Upaya semacam itu sangat penting untuk mengatasi kejahatan transnasional dan tantangan lainnya. Meningkatnya migrasi lintas batas, misalnya, membutuhkan “koordinasi yang lebih intensif dan efektif” di berbagai area strategis, demikian ungkap Dr. Jelang Ramadhan dari Universitas Indonesia kepada FORUM.
Pertemuan Malindo terbaru itu merupakan “isyarat bahwa hubungan pertahanan Indonesia-Malaysia telah memasuki fase yang lebih dalam dan terstruktur serta responsif terhadap tantangan regional,” demikian ungkap Khairul Fahmi, salah satu pendiri Institute for Security and Strategic Studies Indonesia, kepada FORUM. Dia menyebutkan latihan gabungan, pembagian informasi, dan keamanan perbatasan sebagai area fokus.
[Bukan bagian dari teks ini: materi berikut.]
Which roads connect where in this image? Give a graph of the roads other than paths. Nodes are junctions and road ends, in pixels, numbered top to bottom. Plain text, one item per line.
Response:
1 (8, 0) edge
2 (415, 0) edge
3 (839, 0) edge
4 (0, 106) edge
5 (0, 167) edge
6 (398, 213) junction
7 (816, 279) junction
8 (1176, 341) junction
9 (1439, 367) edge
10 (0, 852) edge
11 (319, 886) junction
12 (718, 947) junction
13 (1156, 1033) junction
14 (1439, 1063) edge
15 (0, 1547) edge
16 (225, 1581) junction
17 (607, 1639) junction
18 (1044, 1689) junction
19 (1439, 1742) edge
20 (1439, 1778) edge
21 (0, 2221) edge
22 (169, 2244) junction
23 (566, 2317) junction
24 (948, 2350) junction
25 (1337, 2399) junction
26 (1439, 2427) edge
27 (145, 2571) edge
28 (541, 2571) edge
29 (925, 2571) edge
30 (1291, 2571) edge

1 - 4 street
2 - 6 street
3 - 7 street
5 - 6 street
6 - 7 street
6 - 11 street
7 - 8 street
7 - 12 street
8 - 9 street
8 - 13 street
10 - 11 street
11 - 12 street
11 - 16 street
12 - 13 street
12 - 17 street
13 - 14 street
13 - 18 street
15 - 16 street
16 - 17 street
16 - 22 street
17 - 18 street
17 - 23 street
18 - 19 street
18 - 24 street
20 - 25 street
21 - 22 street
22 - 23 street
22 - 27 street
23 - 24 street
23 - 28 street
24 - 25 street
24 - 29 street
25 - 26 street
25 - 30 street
Mohd Nizam Jaffar mengatakan bahwa kemitraan militer kedua negara yang sudah lama terjalin harus terus diperkuat, dengan masing-masing pasukan saling memperkuat dan membimbing satu sama lainnya. Dia mengatakan kerja sama bilateral yang lebih mendalam sangat penting untuk menjaga stabilitas regional.
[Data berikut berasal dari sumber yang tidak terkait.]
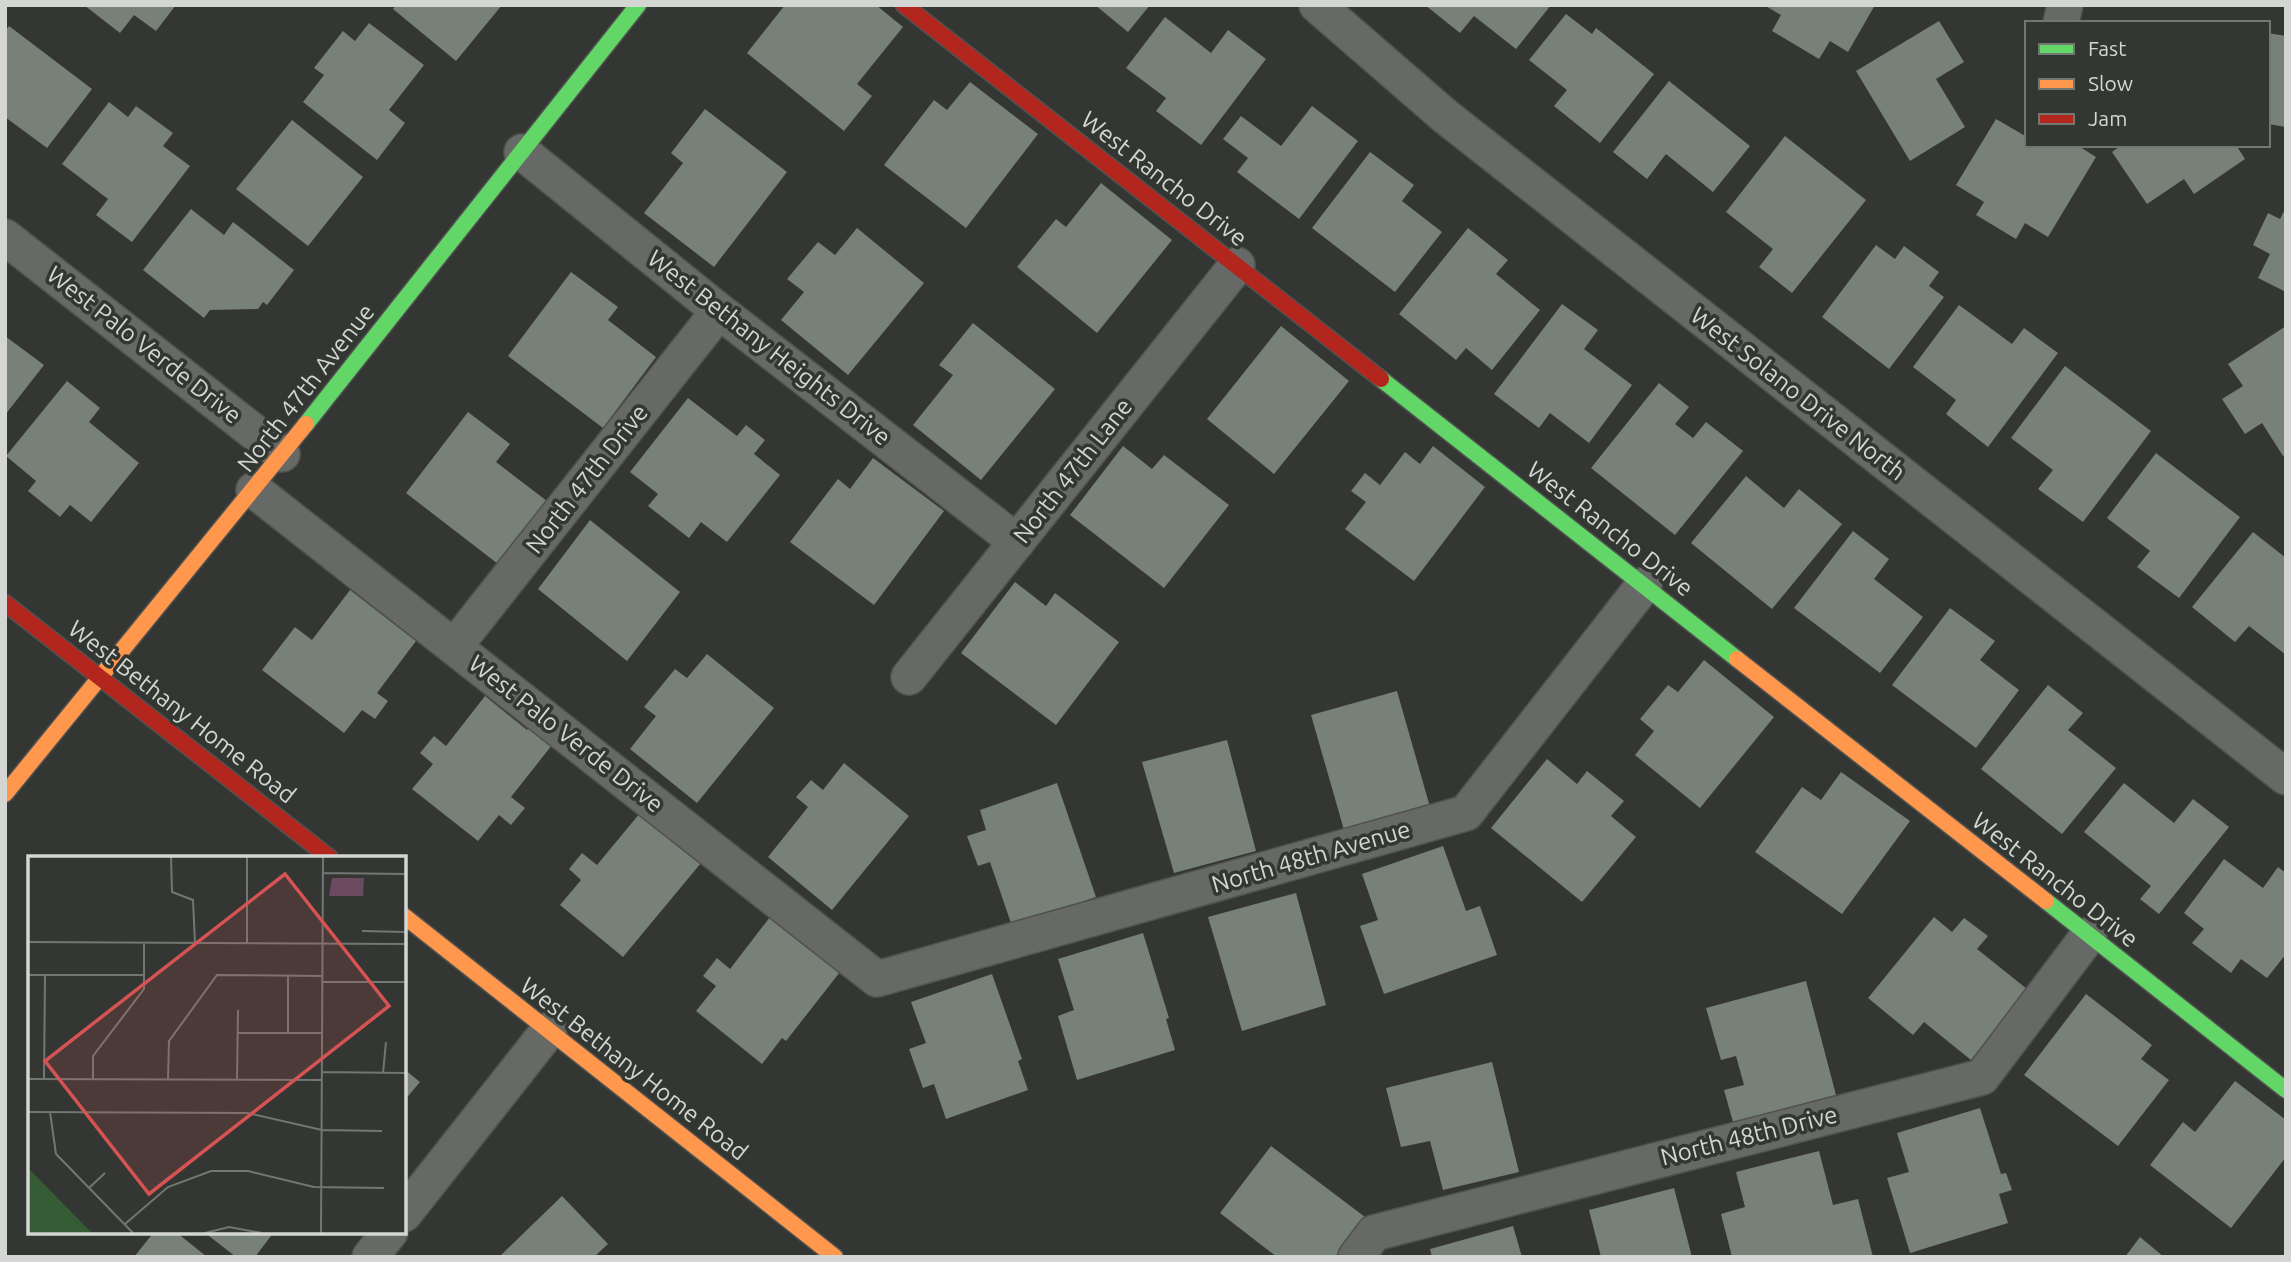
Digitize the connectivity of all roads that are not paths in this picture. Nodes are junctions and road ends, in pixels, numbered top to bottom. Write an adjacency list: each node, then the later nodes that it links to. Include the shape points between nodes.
1 (638, 5): 4 (street, North 47th Avenue)
2 (904, 5): 6 (street, West Rancho Drive)
3 (1317, 5): 16 (street, West Solano Drive North, via 1444,117)
4 (522, 152): 7 (street, West Bethany Heights Drive); 8 (street, North 47th Avenue)
5 (5, 237): 8 (street, West Palo Verde Drive)
6 (1237, 265): 10 (street, North 47th Lane); 11 (street, West Rancho Drive)
7 (719, 311): 10 (street, West Bethany Heights Drive); 13 (street, North 47th Drive)
8 (282, 454): 9 (street, North 47th Avenue)
9 (254, 490): 13 (street, West Palo Verde Drive); 15 (street, North 47th Avenue)
10 (1017, 542): 14 (street, North 47th Lane)
11 (1644, 585): 20 (street, West Rancho Drive); 21 (street, North 48th Avenue, via 1466,813)
12 (5, 603): 15 (street, West Bethany Home Road)
13 (454, 647): 21 (street, West Palo Verde Drive)
14 (909, 677)
15 (102, 678): 17 (street, North 47th Avenue); 18 (street, West Bethany Home Road)
16 (2286, 777)
17 (5, 794)
18 (327, 856)
19 (406, 918): 22 (street, West Bethany Home Road)
20 (2089, 935): 23 (street, West Rancho Drive); 28 (street, North 48th Drive, via 1982,1077 1374,1233)
21 (877, 979)
22 (548, 1030): 24 (street); 27 (street, West Bethany Home Road)
23 (2286, 1090)
24 (406, 1211)
25 (388, 1234): 26 (street)
26 (370, 1257)
27 (835, 1257)
28 (1356, 1257)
Teuku Rezasyah, dosen hubungan internasional di Universitas Padjadjaran, mengatakan kerja sama juga memperkuat kemampuan Perhimpunan Bangsa-Bangsa Asia Tenggara (ASEAN), dengan Indonesia dan Malaysia sebagai anggota pendirinya, untuk mengelola ancaman tradisional dan nontradisional.
Melalui forum Malindo, “Indonesia dan Malaysia telah membangun tingkat saling percaya yang tinggi, sehingga memungkinkan mereka untuk terlibat dalam dialog secara terbuka dan jujur,” ungkapnya kepada FORUM.
Gusty Da Costa merupakan kontributor FORUM yang berbasis di Jakarta, Indonesia.